**WORK REQUEST**
Set down each entry exactly; omit images.

Segment Start: RECORD EXTRACTS

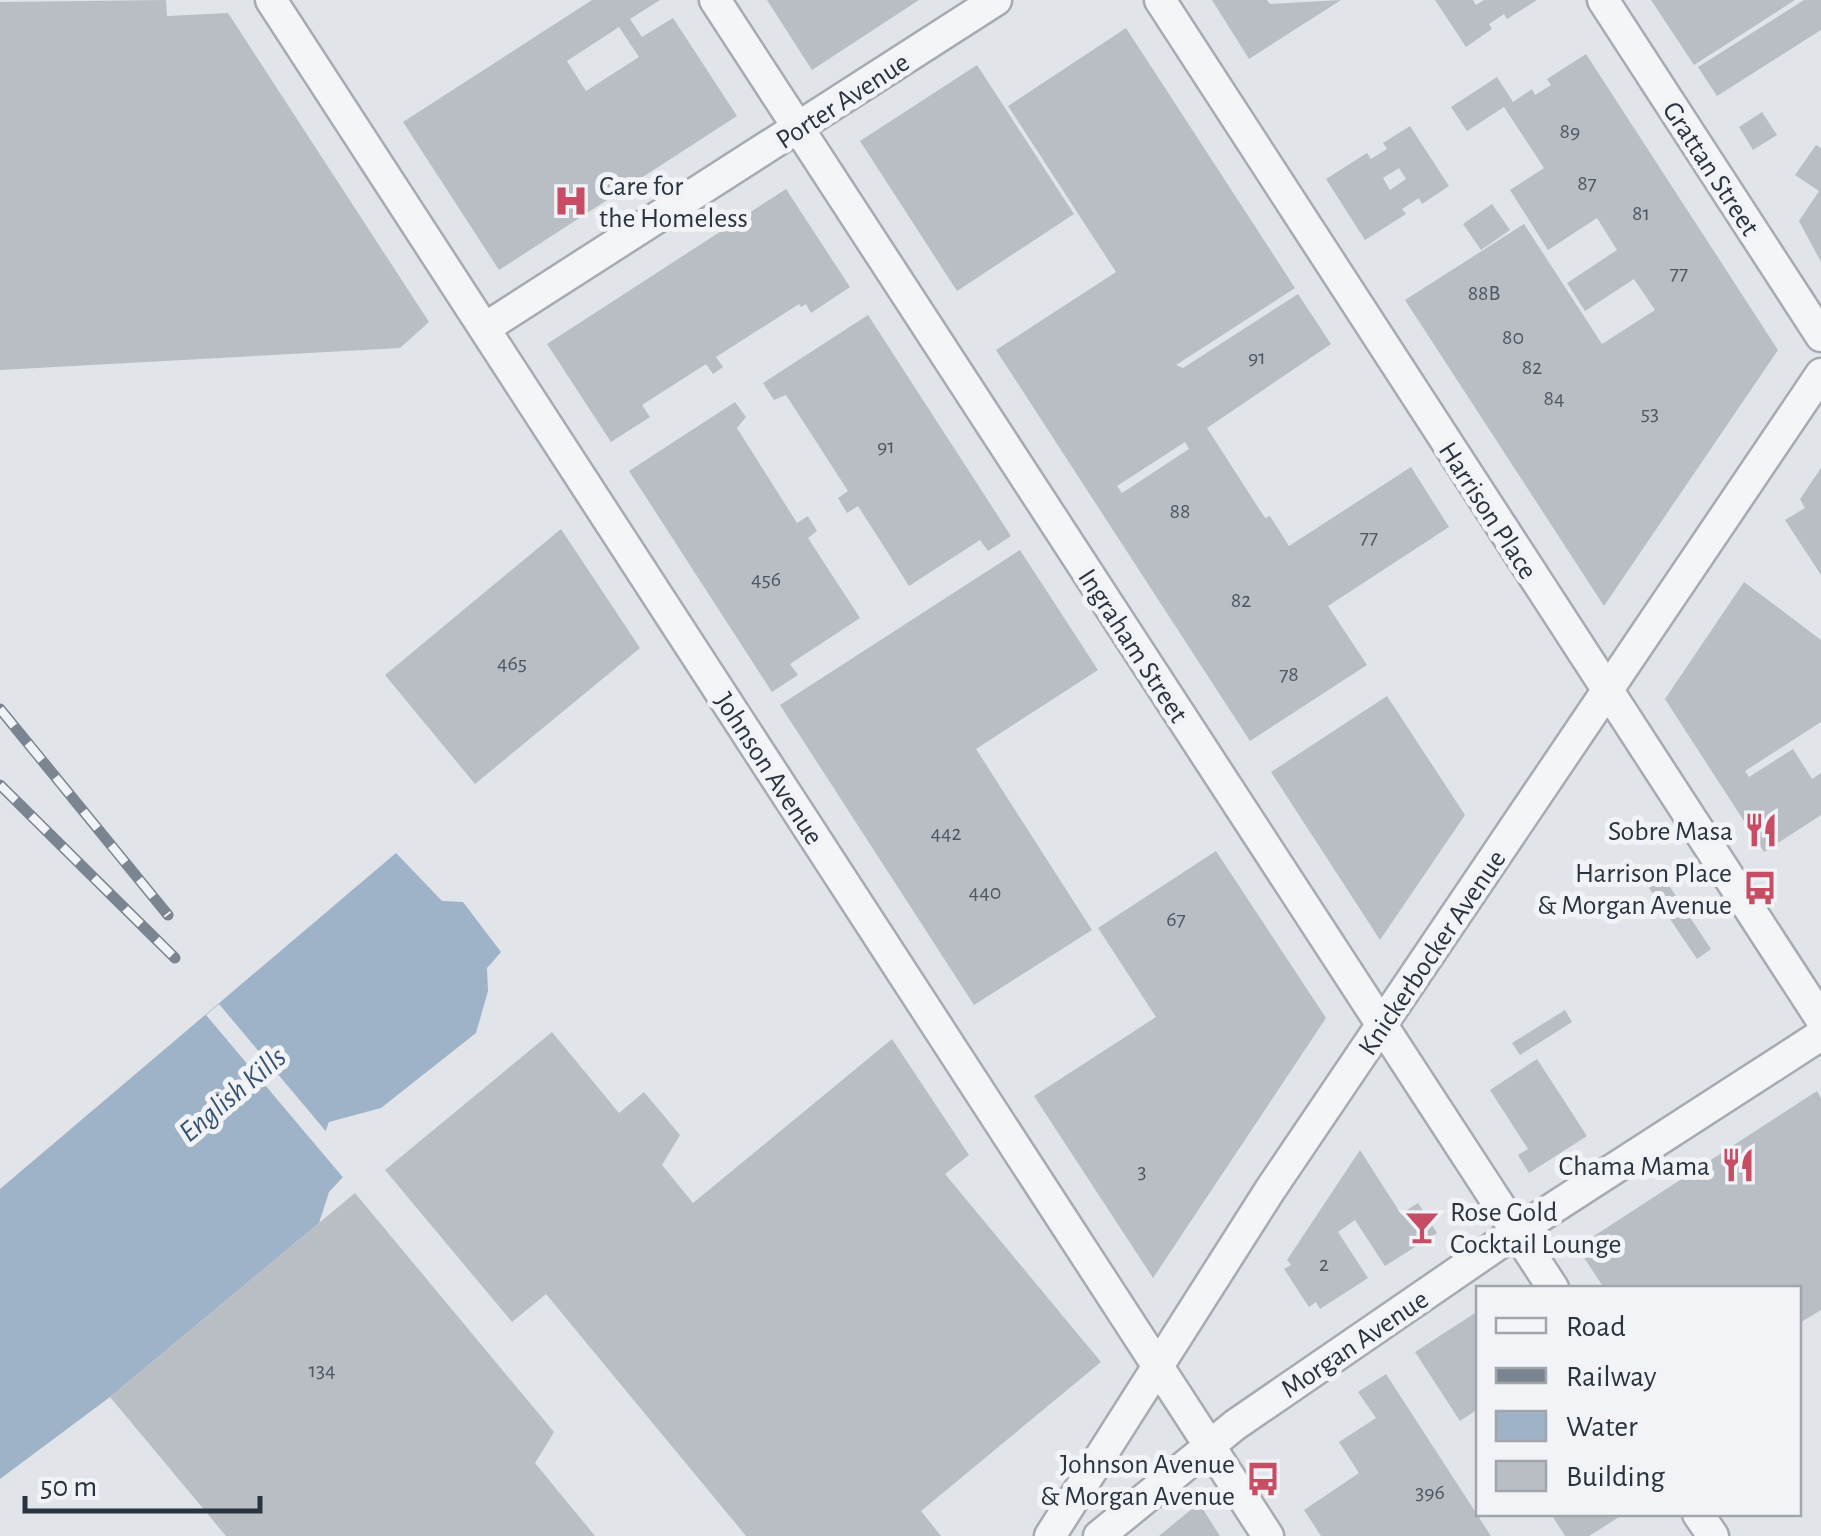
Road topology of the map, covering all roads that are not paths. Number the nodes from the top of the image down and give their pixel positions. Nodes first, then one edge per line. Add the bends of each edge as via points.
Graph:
1 (271, 0) edge
2 (715, 0) edge
3 (996, 0) edge
4 (1160, 0) edge
5 (1603, 0) edge
6 (799, 128) junction
7 (485, 328) junction
8 (1821, 336) edge
9 (1821, 374) edge
10 (1608, 690) junction
11 (1821, 1020) edge
12 (1381, 1026) junction
13 (1821, 1035) edge
14 (1516, 1232) junction
15 (1552, 1286) edge
16 (1157, 1364) junction
17 (1210, 1446) junction
18 (1050, 1536) edge
19 (1100, 1536) edge
20 (1268, 1536) edge

1 - 7 street, Johnson Avenue
2 - 6 street, Ingraham Street
3 - 6 street, Porter Avenue
4 - 10 street, Harrison Place
5 - 8 street, Grattan Street
6 - 7 street, Porter Avenue
6 - 12 street, Ingraham Street
7 - 16 street, Johnson Avenue
9 - 10 street, Knickerbocker Avenue
10 - 11 street, Harrison Place
10 - 12 street, Knickerbocker Avenue
12 - 14 street, Ingraham Street
12 - 16 street, Knickerbocker Avenue
13 - 14 street, Morgan Avenue
14 - 15 street, Ingraham Street
14 - 17 street, Morgan Avenue
16 - 17 street, Johnson Avenue
16 - 18 street, Knickerbocker Avenue
17 - 19 street, Morgan Avenue
17 - 20 street, Johnson Avenue

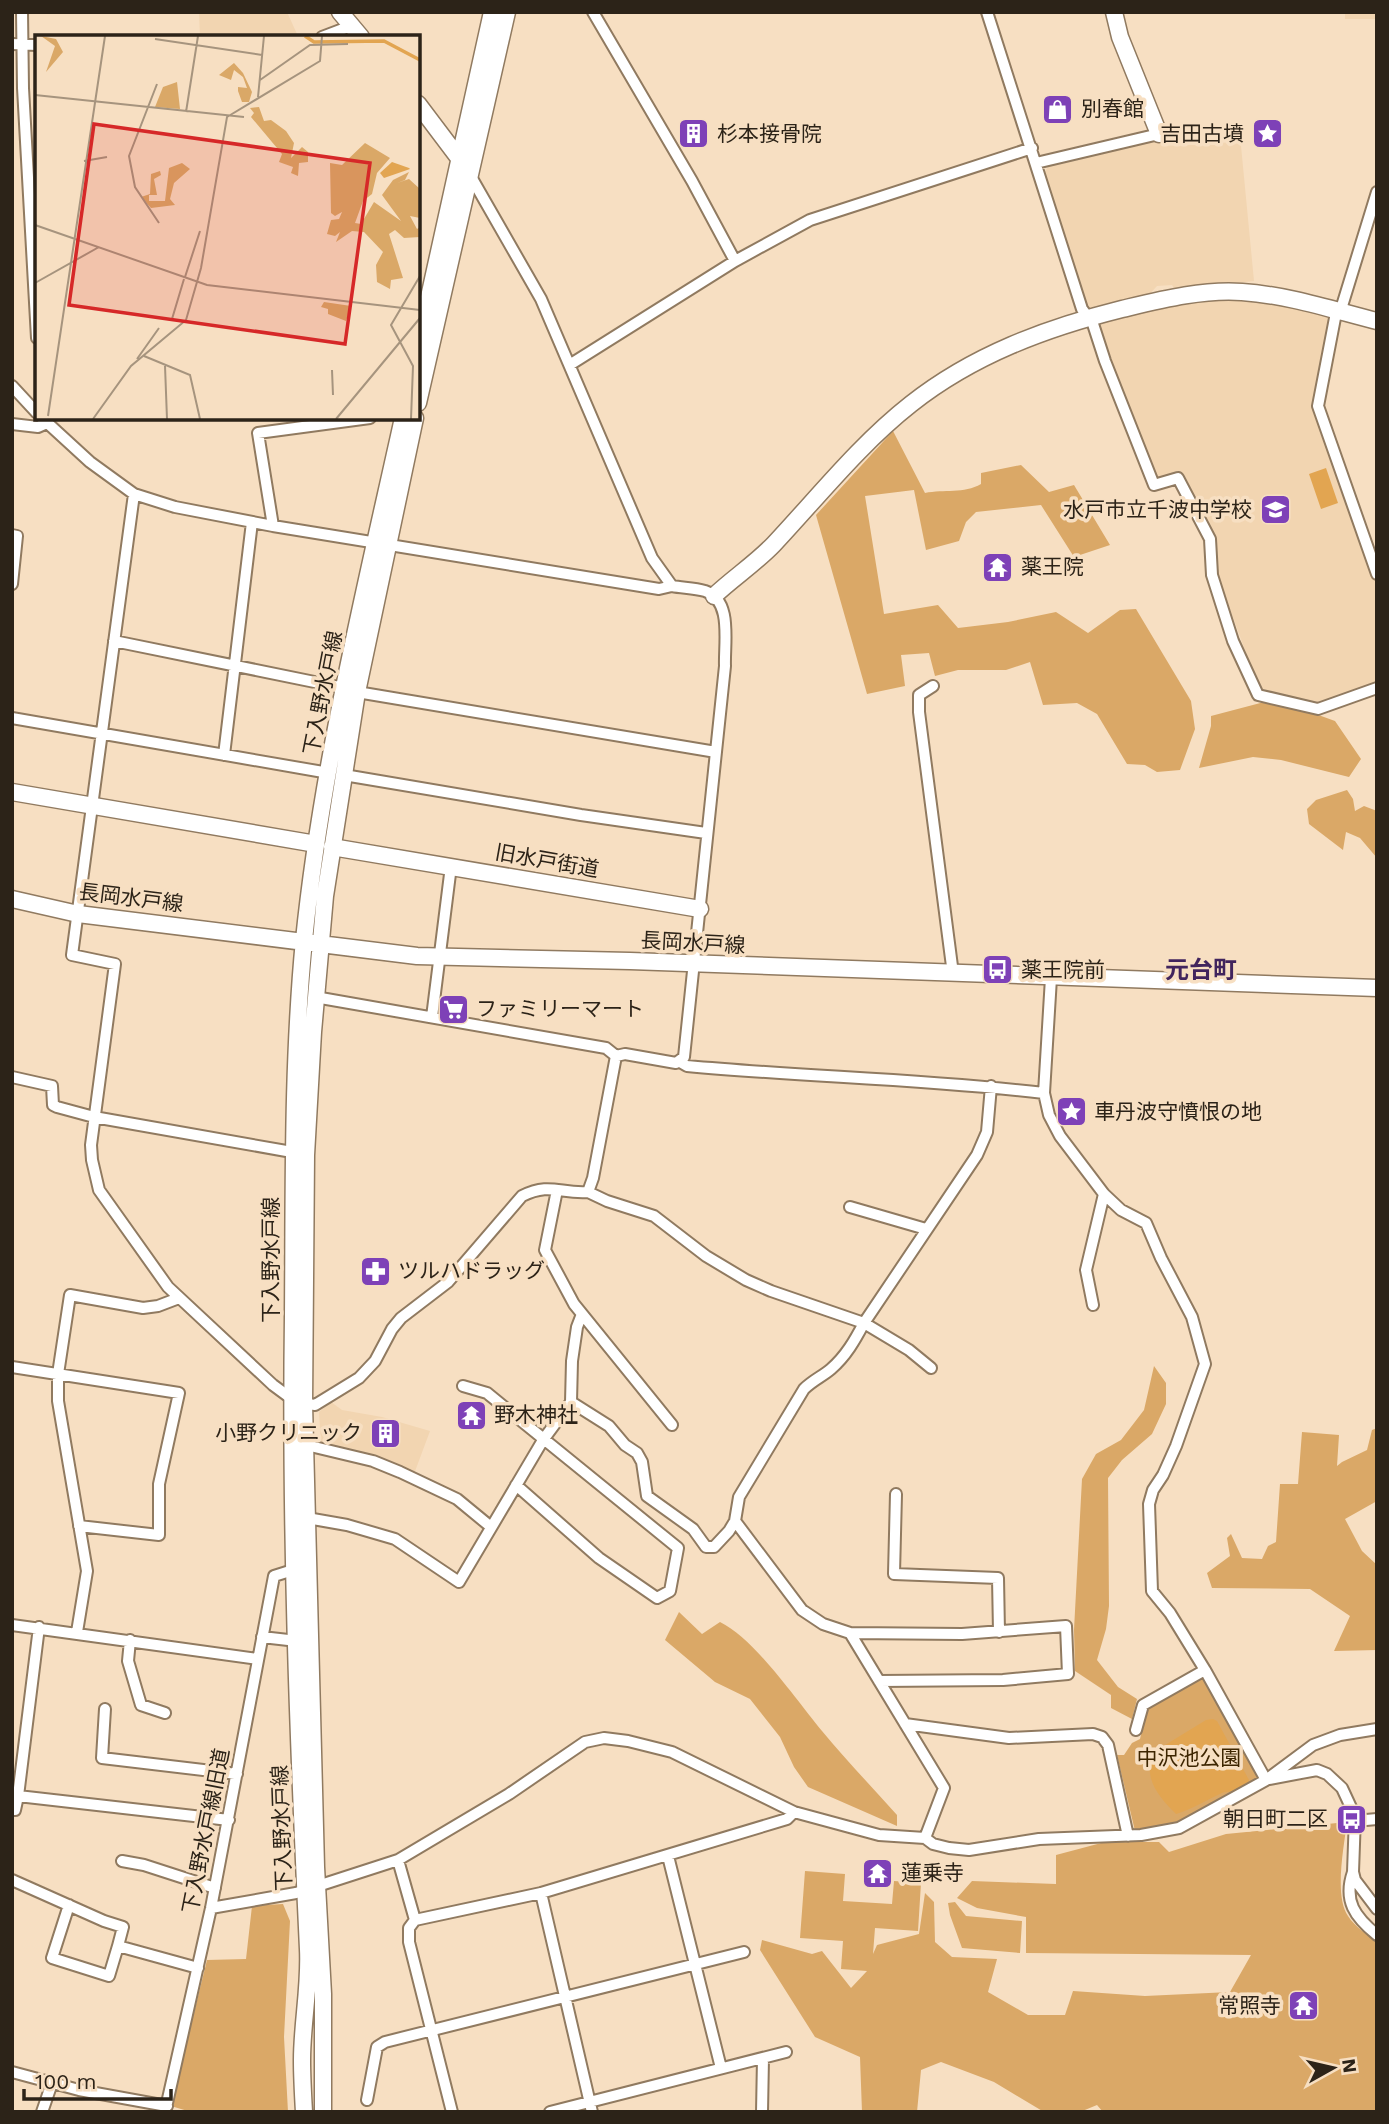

Segment End: RECORD EXTRACTS

**SOLUTION TO THIS PROBLEM**
Road topology of the map, covering all roads that are not paths. Number the nodes from the top of the image down and give their pixel positions. Nodes first, then one edge per line. Add the bends of each edge as via points.
Graph:
1 (271, 0) edge
2 (715, 0) edge
3 (996, 0) edge
4 (1160, 0) edge
5 (1603, 0) edge
6 (799, 128) junction
7 (485, 328) junction
8 (1821, 336) edge
9 (1821, 374) edge
10 (1608, 690) junction
11 (1821, 1020) edge
12 (1381, 1026) junction
13 (1821, 1035) edge
14 (1516, 1232) junction
15 (1552, 1286) edge
16 (1157, 1364) junction
17 (1210, 1446) junction
18 (1050, 1536) edge
19 (1100, 1536) edge
20 (1268, 1536) edge

1 - 7 street, Johnson Avenue
2 - 6 street, Ingraham Street
3 - 6 street, Porter Avenue
4 - 10 street, Harrison Place
5 - 8 street, Grattan Street
6 - 7 street, Porter Avenue
6 - 12 street, Ingraham Street
7 - 16 street, Johnson Avenue
9 - 10 street, Knickerbocker Avenue
10 - 11 street, Harrison Place
10 - 12 street, Knickerbocker Avenue
12 - 14 street, Ingraham Street
12 - 16 street, Knickerbocker Avenue
13 - 14 street, Morgan Avenue
14 - 15 street, Ingraham Street
14 - 17 street, Morgan Avenue
16 - 17 street, Johnson Avenue
16 - 18 street, Knickerbocker Avenue
17 - 19 street, Morgan Avenue
17 - 20 street, Johnson Avenue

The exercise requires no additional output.